#### Input
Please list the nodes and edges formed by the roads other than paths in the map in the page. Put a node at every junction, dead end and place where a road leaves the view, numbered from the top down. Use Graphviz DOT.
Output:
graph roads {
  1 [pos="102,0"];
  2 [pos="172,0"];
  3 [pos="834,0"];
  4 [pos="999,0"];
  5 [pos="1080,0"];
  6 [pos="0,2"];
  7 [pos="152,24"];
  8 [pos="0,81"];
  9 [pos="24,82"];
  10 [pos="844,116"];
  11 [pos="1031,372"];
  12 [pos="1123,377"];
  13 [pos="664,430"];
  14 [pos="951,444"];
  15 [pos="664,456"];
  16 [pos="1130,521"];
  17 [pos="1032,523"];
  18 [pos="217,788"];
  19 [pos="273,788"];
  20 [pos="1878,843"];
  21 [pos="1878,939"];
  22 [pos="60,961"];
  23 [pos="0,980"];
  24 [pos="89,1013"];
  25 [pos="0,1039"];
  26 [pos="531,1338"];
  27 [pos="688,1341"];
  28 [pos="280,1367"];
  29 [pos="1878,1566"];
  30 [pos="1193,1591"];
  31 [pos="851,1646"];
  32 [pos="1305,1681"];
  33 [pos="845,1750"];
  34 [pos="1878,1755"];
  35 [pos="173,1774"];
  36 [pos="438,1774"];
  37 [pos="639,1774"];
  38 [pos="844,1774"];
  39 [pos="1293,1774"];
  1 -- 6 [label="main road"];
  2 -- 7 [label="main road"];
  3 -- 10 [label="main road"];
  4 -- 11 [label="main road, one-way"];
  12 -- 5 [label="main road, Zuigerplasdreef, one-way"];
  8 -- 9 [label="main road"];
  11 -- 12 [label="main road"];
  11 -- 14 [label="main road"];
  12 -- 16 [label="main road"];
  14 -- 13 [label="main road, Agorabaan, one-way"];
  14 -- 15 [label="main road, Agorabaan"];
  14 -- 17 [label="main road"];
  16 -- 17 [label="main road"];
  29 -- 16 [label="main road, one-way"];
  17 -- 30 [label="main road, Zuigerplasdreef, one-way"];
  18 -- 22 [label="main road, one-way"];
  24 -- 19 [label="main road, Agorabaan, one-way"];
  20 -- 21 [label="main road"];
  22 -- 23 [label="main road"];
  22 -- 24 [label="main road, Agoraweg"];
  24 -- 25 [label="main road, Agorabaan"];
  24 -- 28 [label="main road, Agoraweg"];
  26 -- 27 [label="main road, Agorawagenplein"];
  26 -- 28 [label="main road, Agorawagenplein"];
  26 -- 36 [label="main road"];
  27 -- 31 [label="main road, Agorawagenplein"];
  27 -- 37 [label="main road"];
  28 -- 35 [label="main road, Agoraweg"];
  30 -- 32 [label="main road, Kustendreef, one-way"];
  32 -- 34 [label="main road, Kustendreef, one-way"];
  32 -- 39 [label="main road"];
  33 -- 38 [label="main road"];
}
########
== Your task ==
Could you please find every line of the listing above holding the string "Zuigerplasdreef" and copy it?

== Answer box ==
  12 -- 5 [label="main road, Zuigerplasdreef, one-way"];
  17 -- 30 [label="main road, Zuigerplasdreef, one-way"];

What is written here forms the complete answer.